## GOAL OF THE EXERCISE
Restate all of the entries verbatim.

## RECORD EXCERPTS
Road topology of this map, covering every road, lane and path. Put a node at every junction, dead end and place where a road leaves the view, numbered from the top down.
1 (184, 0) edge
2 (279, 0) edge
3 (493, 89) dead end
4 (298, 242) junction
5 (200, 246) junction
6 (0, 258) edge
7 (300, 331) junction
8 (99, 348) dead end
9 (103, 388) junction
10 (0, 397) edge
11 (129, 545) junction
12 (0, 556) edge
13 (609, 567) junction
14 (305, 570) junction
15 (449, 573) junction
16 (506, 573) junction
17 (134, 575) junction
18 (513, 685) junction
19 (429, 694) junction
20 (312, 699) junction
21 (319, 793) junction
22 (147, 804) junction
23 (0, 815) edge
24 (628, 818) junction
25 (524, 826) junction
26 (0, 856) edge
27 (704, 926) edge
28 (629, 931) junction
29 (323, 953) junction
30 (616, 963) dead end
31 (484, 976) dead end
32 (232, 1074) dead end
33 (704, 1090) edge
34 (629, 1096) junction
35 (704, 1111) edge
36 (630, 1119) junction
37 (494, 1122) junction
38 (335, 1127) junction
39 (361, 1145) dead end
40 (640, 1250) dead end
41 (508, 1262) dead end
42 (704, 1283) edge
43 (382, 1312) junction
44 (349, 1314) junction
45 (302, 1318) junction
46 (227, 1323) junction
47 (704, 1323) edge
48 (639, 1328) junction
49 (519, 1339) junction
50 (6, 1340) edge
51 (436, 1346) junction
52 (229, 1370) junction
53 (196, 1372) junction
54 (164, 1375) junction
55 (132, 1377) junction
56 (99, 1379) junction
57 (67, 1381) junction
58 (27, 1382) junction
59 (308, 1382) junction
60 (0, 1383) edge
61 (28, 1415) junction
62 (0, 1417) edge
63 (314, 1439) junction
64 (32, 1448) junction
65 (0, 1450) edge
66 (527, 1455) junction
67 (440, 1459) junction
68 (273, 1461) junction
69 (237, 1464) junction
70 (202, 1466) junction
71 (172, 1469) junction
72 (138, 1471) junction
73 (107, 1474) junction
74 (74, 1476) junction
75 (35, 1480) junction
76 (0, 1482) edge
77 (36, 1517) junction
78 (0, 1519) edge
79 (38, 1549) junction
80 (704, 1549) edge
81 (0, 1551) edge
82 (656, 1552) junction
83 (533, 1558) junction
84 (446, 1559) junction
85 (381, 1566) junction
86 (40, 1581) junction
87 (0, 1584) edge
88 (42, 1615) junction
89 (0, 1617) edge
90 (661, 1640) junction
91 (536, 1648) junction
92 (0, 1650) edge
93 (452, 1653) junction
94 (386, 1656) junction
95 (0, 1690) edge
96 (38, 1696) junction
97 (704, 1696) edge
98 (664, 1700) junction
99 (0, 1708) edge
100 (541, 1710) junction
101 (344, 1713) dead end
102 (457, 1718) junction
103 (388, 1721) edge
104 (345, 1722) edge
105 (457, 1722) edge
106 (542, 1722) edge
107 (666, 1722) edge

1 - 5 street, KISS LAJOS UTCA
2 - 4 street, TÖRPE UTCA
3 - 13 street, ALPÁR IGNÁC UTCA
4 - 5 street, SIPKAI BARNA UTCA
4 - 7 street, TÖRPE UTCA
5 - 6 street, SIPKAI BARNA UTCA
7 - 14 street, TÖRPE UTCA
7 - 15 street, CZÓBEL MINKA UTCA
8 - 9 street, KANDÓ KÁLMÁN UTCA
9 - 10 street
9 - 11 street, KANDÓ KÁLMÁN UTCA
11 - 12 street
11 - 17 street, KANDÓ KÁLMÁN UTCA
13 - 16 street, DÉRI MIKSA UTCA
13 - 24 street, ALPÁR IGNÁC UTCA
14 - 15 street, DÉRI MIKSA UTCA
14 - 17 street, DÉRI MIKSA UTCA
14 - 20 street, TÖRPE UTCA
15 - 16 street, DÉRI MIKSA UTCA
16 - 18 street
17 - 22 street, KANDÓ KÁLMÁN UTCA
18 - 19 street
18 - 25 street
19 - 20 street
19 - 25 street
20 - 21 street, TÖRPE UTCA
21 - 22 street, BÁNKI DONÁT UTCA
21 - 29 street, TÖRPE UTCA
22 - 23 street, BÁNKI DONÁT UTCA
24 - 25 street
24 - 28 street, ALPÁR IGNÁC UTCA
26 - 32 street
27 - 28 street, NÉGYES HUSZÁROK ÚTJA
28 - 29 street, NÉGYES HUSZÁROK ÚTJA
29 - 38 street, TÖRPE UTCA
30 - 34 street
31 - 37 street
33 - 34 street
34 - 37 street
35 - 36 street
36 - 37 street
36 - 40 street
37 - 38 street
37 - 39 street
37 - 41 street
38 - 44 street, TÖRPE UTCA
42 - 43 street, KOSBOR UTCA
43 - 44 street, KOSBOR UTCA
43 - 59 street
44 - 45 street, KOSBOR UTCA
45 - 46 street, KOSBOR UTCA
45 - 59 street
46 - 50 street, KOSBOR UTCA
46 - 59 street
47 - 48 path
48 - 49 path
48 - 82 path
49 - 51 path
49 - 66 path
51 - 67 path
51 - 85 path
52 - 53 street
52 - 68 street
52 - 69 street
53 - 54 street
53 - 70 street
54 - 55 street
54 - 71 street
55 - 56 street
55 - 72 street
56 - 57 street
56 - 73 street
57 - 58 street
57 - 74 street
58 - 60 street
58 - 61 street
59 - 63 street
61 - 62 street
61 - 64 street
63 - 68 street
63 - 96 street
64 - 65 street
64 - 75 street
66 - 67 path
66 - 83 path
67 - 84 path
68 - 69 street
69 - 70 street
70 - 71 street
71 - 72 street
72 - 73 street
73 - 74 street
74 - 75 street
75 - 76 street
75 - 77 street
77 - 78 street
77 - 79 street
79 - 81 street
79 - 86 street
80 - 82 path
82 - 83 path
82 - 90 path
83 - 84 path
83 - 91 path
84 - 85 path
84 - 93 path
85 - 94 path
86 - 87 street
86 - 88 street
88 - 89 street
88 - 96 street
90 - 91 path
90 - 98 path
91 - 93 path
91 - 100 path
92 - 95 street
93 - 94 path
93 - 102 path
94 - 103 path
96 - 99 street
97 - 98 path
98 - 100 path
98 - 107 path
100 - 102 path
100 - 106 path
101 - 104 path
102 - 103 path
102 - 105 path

## EXERCISE RESULT
Road topology of this map, covering every road, lane and path. Put a node at every junction, dead end and place where a road leaves the view, numbered from the top down.
1 (184, 0) edge
2 (279, 0) edge
3 (493, 89) dead end
4 (298, 242) junction
5 (200, 246) junction
6 (0, 258) edge
7 (300, 331) junction
8 (99, 348) dead end
9 (103, 388) junction
10 (0, 397) edge
11 (129, 545) junction
12 (0, 556) edge
13 (609, 567) junction
14 (305, 570) junction
15 (449, 573) junction
16 (506, 573) junction
17 (134, 575) junction
18 (513, 685) junction
19 (429, 694) junction
20 (312, 699) junction
21 (319, 793) junction
22 (147, 804) junction
23 (0, 815) edge
24 (628, 818) junction
25 (524, 826) junction
26 (0, 856) edge
27 (704, 926) edge
28 (629, 931) junction
29 (323, 953) junction
30 (616, 963) dead end
31 (484, 976) dead end
32 (232, 1074) dead end
33 (704, 1090) edge
34 (629, 1096) junction
35 (704, 1111) edge
36 (630, 1119) junction
37 (494, 1122) junction
38 (335, 1127) junction
39 (361, 1145) dead end
40 (640, 1250) dead end
41 (508, 1262) dead end
42 (704, 1283) edge
43 (382, 1312) junction
44 (349, 1314) junction
45 (302, 1318) junction
46 (227, 1323) junction
47 (704, 1323) edge
48 (639, 1328) junction
49 (519, 1339) junction
50 (6, 1340) edge
51 (436, 1346) junction
52 (229, 1370) junction
53 (196, 1372) junction
54 (164, 1375) junction
55 (132, 1377) junction
56 (99, 1379) junction
57 (67, 1381) junction
58 (27, 1382) junction
59 (308, 1382) junction
60 (0, 1383) edge
61 (28, 1415) junction
62 (0, 1417) edge
63 (314, 1439) junction
64 (32, 1448) junction
65 (0, 1450) edge
66 (527, 1455) junction
67 (440, 1459) junction
68 (273, 1461) junction
69 (237, 1464) junction
70 (202, 1466) junction
71 (172, 1469) junction
72 (138, 1471) junction
73 (107, 1474) junction
74 (74, 1476) junction
75 (35, 1480) junction
76 (0, 1482) edge
77 (36, 1517) junction
78 (0, 1519) edge
79 (38, 1549) junction
80 (704, 1549) edge
81 (0, 1551) edge
82 (656, 1552) junction
83 (533, 1558) junction
84 (446, 1559) junction
85 (381, 1566) junction
86 (40, 1581) junction
87 (0, 1584) edge
88 (42, 1615) junction
89 (0, 1617) edge
90 (661, 1640) junction
91 (536, 1648) junction
92 (0, 1650) edge
93 (452, 1653) junction
94 (386, 1656) junction
95 (0, 1690) edge
96 (38, 1696) junction
97 (704, 1696) edge
98 (664, 1700) junction
99 (0, 1708) edge
100 (541, 1710) junction
101 (344, 1713) dead end
102 (457, 1718) junction
103 (388, 1721) edge
104 (345, 1722) edge
105 (457, 1722) edge
106 (542, 1722) edge
107 (666, 1722) edge

1 - 5 street, KISS LAJOS UTCA
2 - 4 street, TÖRPE UTCA
3 - 13 street, ALPÁR IGNÁC UTCA
4 - 5 street, SIPKAI BARNA UTCA
4 - 7 street, TÖRPE UTCA
5 - 6 street, SIPKAI BARNA UTCA
7 - 14 street, TÖRPE UTCA
7 - 15 street, CZÓBEL MINKA UTCA
8 - 9 street, KANDÓ KÁLMÁN UTCA
9 - 10 street
9 - 11 street, KANDÓ KÁLMÁN UTCA
11 - 12 street
11 - 17 street, KANDÓ KÁLMÁN UTCA
13 - 16 street, DÉRI MIKSA UTCA
13 - 24 street, ALPÁR IGNÁC UTCA
14 - 15 street, DÉRI MIKSA UTCA
14 - 17 street, DÉRI MIKSA UTCA
14 - 20 street, TÖRPE UTCA
15 - 16 street, DÉRI MIKSA UTCA
16 - 18 street
17 - 22 street, KANDÓ KÁLMÁN UTCA
18 - 19 street
18 - 25 street
19 - 20 street
19 - 25 street
20 - 21 street, TÖRPE UTCA
21 - 22 street, BÁNKI DONÁT UTCA
21 - 29 street, TÖRPE UTCA
22 - 23 street, BÁNKI DONÁT UTCA
24 - 25 street
24 - 28 street, ALPÁR IGNÁC UTCA
26 - 32 street
27 - 28 street, NÉGYES HUSZÁROK ÚTJA
28 - 29 street, NÉGYES HUSZÁROK ÚTJA
29 - 38 street, TÖRPE UTCA
30 - 34 street
31 - 37 street
33 - 34 street
34 - 37 street
35 - 36 street
36 - 37 street
36 - 40 street
37 - 38 street
37 - 39 street
37 - 41 street
38 - 44 street, TÖRPE UTCA
42 - 43 street, KOSBOR UTCA
43 - 44 street, KOSBOR UTCA
43 - 59 street
44 - 45 street, KOSBOR UTCA
45 - 46 street, KOSBOR UTCA
45 - 59 street
46 - 50 street, KOSBOR UTCA
46 - 59 street
47 - 48 path
48 - 49 path
48 - 82 path
49 - 51 path
49 - 66 path
51 - 67 path
51 - 85 path
52 - 53 street
52 - 68 street
52 - 69 street
53 - 54 street
53 - 70 street
54 - 55 street
54 - 71 street
55 - 56 street
55 - 72 street
56 - 57 street
56 - 73 street
57 - 58 street
57 - 74 street
58 - 60 street
58 - 61 street
59 - 63 street
61 - 62 street
61 - 64 street
63 - 68 street
63 - 96 street
64 - 65 street
64 - 75 street
66 - 67 path
66 - 83 path
67 - 84 path
68 - 69 street
69 - 70 street
70 - 71 street
71 - 72 street
72 - 73 street
73 - 74 street
74 - 75 street
75 - 76 street
75 - 77 street
77 - 78 street
77 - 79 street
79 - 81 street
79 - 86 street
80 - 82 path
82 - 83 path
82 - 90 path
83 - 84 path
83 - 91 path
84 - 85 path
84 - 93 path
85 - 94 path
86 - 87 street
86 - 88 street
88 - 89 street
88 - 96 street
90 - 91 path
90 - 98 path
91 - 93 path
91 - 100 path
92 - 95 street
93 - 94 path
93 - 102 path
94 - 103 path
96 - 99 street
97 - 98 path
98 - 100 path
98 - 107 path
100 - 102 path
100 - 106 path
101 - 104 path
102 - 103 path
102 - 105 path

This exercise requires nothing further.